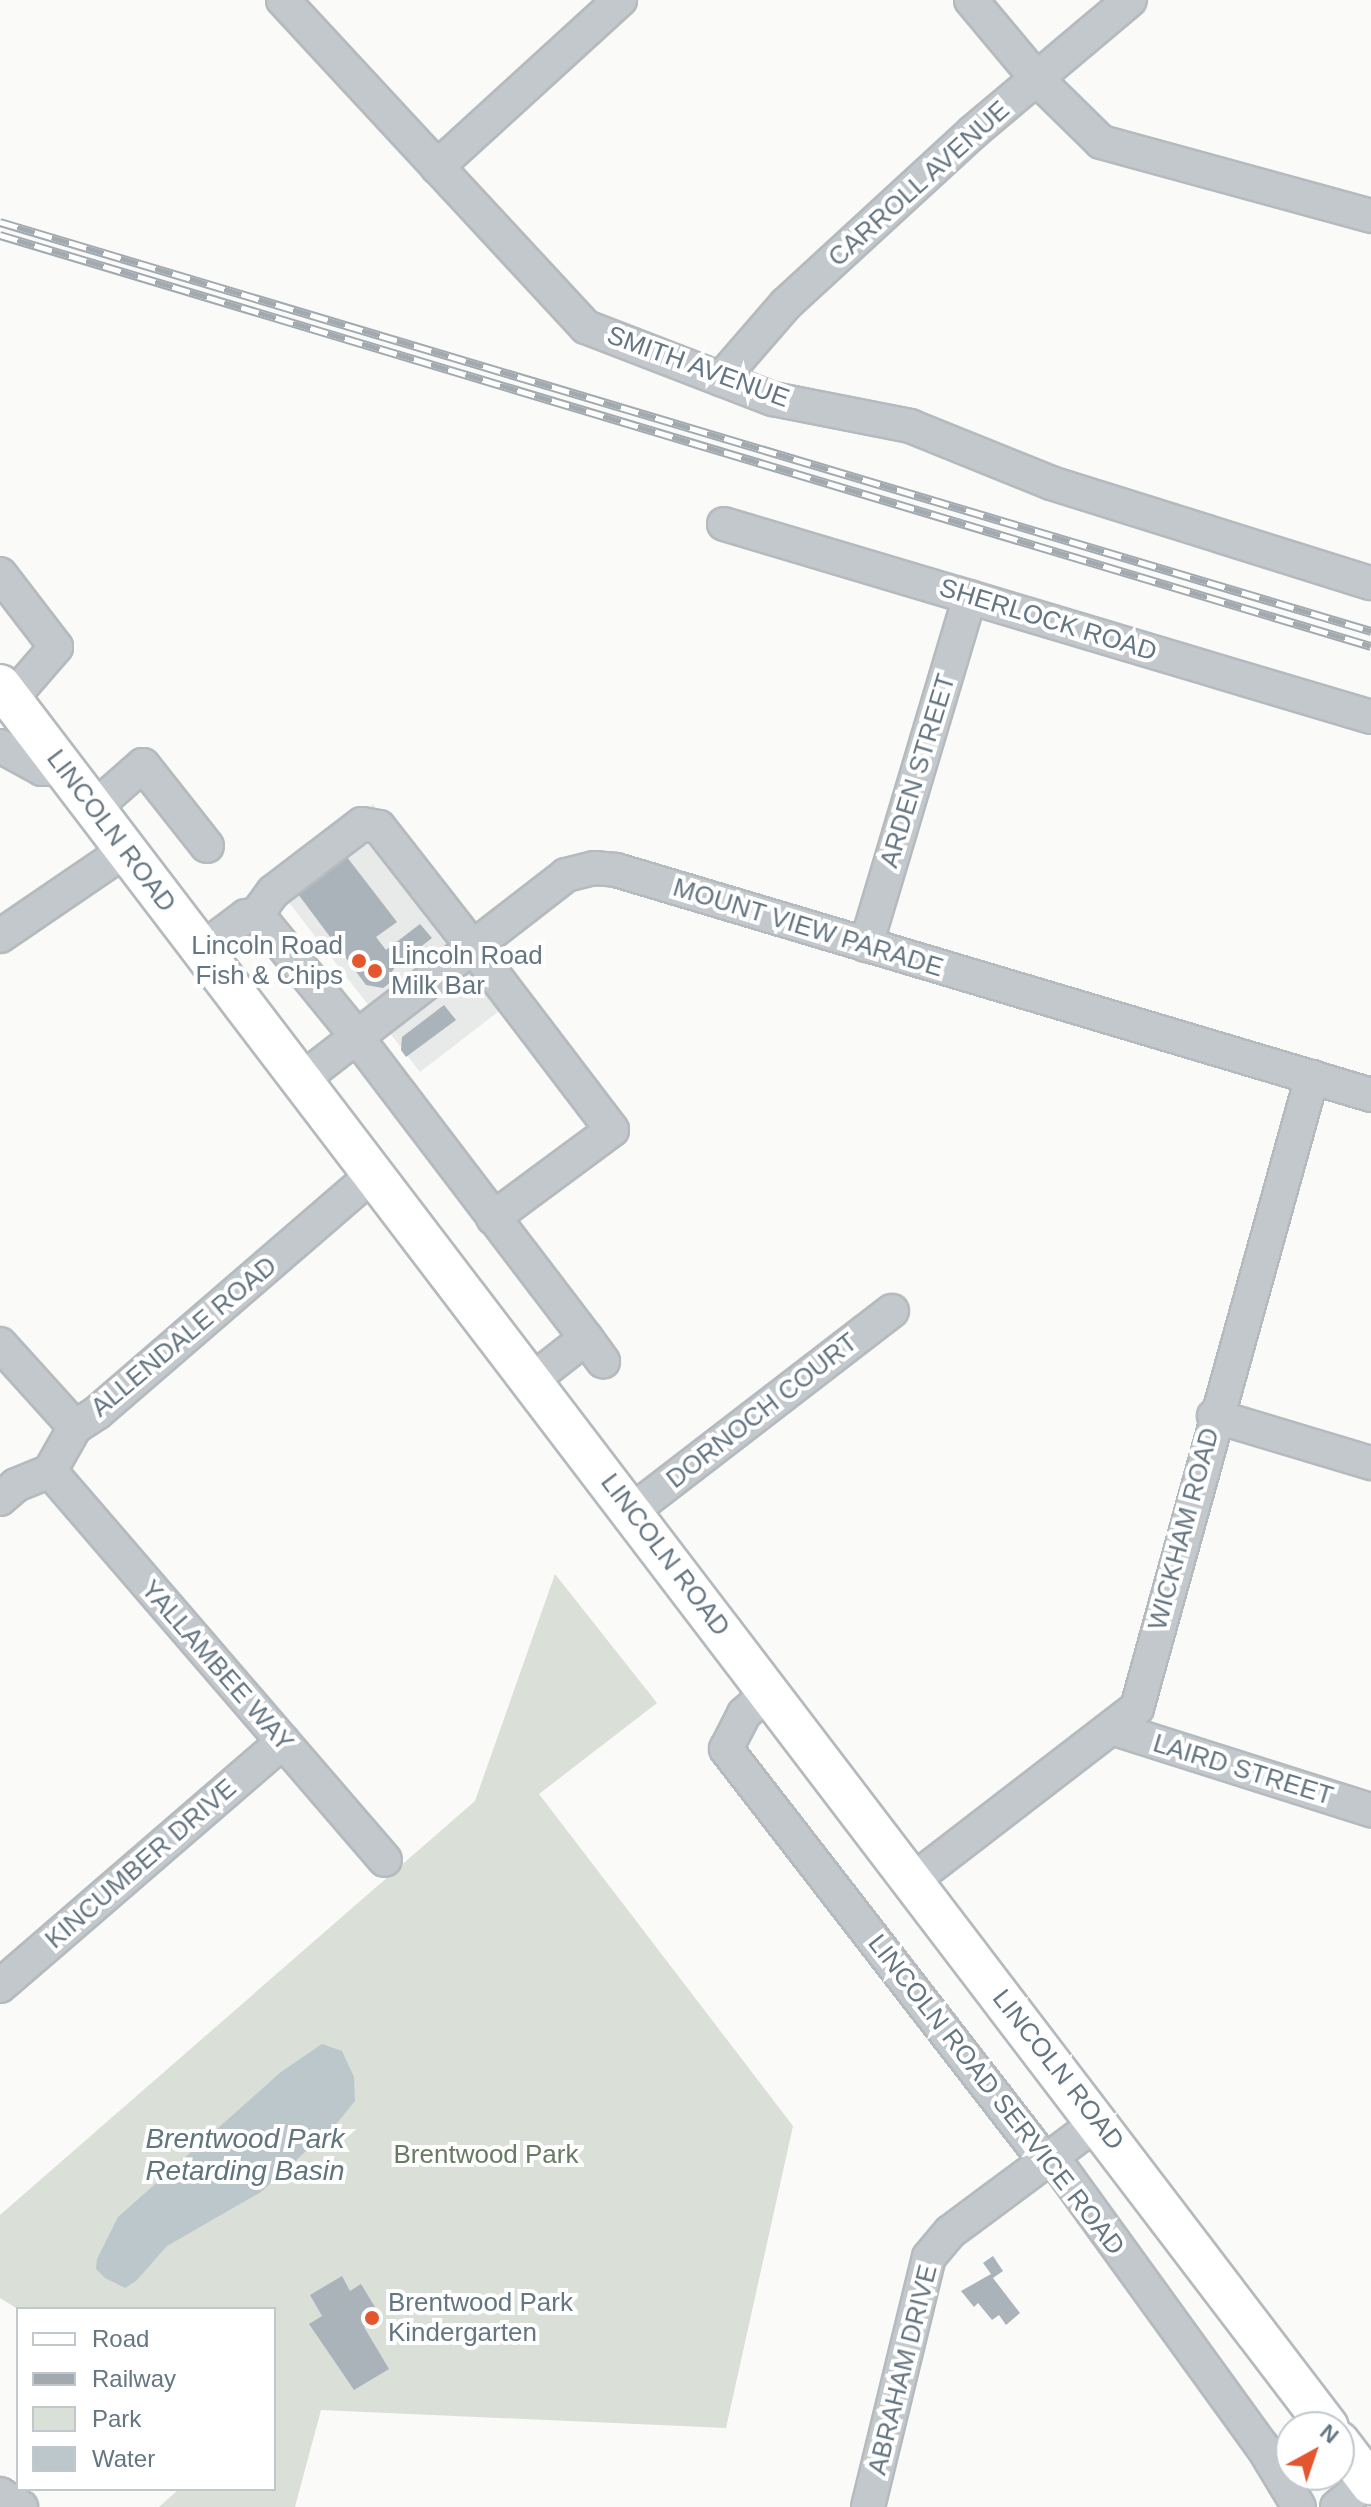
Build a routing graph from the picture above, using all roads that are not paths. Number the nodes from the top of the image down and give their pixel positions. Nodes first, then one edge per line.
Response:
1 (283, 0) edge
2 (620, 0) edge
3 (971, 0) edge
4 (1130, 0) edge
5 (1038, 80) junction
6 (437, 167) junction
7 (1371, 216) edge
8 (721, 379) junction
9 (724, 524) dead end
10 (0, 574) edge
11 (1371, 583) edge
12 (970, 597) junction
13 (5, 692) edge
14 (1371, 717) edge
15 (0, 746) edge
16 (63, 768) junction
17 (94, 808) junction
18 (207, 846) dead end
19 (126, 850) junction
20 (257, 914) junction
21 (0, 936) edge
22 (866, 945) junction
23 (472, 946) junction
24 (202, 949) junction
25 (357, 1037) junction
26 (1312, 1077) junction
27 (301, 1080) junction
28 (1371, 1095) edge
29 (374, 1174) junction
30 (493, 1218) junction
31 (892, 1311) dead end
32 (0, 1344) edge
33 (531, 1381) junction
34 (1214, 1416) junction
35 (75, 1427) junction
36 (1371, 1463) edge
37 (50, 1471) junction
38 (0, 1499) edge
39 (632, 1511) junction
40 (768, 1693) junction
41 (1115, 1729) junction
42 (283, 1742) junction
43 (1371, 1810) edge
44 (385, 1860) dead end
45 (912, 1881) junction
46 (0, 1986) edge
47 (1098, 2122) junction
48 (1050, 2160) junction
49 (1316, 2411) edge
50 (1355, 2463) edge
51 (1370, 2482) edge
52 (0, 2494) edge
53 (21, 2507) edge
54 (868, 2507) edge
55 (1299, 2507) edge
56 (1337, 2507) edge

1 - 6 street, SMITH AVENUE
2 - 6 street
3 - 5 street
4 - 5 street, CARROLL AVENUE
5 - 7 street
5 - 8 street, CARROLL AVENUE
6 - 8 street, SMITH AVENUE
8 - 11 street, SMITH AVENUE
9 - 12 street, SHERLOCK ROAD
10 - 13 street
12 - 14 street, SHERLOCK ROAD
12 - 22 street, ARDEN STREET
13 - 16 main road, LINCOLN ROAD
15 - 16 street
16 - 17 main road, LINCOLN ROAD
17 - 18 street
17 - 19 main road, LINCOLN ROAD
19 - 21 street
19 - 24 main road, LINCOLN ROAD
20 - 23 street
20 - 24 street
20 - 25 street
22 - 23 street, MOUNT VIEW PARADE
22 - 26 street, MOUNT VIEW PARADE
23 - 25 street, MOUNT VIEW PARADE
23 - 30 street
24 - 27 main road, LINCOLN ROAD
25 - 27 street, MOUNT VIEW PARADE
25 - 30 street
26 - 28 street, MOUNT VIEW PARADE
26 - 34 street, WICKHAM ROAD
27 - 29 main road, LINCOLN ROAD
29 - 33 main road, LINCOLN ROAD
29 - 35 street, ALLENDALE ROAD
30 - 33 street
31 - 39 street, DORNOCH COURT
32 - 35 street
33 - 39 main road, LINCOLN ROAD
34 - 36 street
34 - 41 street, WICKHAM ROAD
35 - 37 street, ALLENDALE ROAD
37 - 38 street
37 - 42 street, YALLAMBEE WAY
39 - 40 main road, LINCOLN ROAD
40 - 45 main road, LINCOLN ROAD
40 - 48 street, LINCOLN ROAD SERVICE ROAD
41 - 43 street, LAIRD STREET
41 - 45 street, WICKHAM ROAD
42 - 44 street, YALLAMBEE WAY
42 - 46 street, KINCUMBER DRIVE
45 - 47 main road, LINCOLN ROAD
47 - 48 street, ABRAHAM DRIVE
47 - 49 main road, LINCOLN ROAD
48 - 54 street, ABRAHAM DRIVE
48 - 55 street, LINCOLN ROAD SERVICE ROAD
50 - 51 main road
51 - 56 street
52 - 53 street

==

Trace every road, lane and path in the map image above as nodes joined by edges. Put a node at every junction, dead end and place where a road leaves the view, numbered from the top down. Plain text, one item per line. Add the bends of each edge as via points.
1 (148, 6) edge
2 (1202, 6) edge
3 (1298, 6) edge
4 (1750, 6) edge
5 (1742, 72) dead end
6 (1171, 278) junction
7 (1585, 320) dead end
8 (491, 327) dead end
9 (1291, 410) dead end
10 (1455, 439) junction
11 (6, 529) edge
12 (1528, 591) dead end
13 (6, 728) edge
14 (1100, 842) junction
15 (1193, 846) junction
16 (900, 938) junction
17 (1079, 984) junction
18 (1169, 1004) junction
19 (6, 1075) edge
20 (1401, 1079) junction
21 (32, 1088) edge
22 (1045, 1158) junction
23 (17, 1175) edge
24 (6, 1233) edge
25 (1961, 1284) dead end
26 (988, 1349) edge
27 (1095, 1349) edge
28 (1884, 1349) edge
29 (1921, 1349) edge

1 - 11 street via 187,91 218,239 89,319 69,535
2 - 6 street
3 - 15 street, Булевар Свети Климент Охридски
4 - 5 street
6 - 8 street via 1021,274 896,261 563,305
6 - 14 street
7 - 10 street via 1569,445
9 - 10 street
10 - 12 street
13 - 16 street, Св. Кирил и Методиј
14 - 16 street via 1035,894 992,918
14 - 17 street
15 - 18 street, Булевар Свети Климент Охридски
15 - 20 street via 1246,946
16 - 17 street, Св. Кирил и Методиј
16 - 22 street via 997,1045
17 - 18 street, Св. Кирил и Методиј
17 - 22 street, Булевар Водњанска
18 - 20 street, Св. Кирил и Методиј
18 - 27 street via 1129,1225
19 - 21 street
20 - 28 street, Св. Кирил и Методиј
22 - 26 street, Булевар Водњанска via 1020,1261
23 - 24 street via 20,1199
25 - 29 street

---

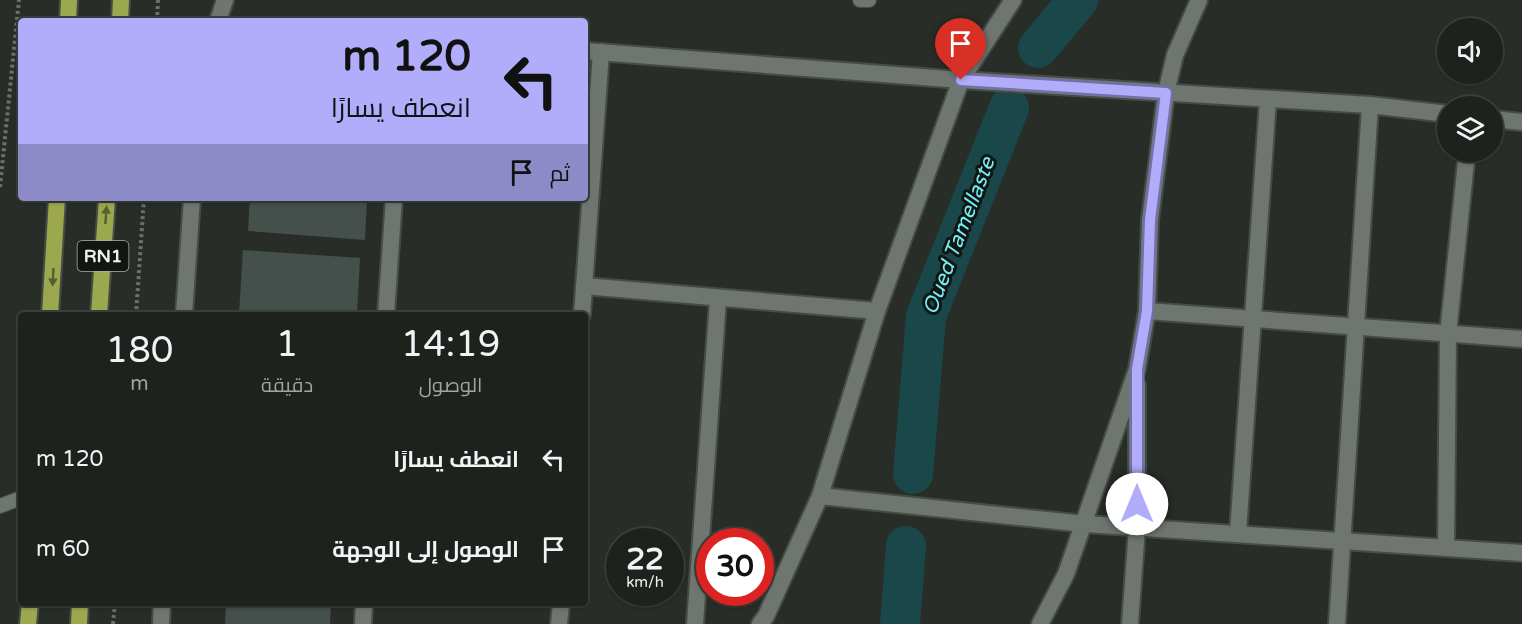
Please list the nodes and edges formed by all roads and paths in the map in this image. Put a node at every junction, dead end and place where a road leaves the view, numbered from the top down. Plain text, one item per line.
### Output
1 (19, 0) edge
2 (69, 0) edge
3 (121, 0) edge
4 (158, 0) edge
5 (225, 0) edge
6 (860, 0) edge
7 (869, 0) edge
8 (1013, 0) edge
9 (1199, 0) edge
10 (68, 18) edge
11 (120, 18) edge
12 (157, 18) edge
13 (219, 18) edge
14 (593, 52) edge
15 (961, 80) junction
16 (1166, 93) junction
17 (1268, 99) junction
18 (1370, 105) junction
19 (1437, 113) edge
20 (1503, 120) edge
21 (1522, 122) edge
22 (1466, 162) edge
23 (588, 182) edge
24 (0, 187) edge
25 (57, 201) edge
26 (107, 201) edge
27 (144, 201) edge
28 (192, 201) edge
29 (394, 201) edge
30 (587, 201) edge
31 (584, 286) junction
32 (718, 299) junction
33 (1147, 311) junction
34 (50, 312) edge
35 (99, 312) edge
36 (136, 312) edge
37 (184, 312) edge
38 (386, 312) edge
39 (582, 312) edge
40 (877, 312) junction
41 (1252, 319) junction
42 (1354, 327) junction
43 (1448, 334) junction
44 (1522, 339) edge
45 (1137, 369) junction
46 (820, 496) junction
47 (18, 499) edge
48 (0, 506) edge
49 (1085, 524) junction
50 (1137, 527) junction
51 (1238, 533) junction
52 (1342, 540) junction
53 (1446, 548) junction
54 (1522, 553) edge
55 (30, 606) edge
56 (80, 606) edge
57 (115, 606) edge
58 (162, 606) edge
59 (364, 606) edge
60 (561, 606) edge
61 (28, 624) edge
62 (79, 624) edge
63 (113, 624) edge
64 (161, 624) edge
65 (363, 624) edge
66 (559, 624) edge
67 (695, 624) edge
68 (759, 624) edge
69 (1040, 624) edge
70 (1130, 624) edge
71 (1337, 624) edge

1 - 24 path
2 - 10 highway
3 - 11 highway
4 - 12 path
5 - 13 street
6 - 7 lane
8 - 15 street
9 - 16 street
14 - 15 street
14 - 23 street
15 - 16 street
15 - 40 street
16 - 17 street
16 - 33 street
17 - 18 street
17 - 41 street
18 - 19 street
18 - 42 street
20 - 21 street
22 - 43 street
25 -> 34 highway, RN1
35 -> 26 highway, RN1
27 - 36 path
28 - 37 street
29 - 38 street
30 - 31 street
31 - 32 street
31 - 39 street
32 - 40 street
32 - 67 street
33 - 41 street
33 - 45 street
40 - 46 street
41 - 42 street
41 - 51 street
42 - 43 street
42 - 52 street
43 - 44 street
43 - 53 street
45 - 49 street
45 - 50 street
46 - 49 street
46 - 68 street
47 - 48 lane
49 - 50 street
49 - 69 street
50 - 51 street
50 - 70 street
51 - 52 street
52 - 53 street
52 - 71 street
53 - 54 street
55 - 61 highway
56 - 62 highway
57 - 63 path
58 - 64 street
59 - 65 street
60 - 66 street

• **ABOUT THIS TASK**: Within the material above, find the lines that contain the word "ABRAHAM"; copy them.

• **THE COMPLETED TASK**:
47 - 48 street, ABRAHAM DRIVE
48 - 54 street, ABRAHAM DRIVE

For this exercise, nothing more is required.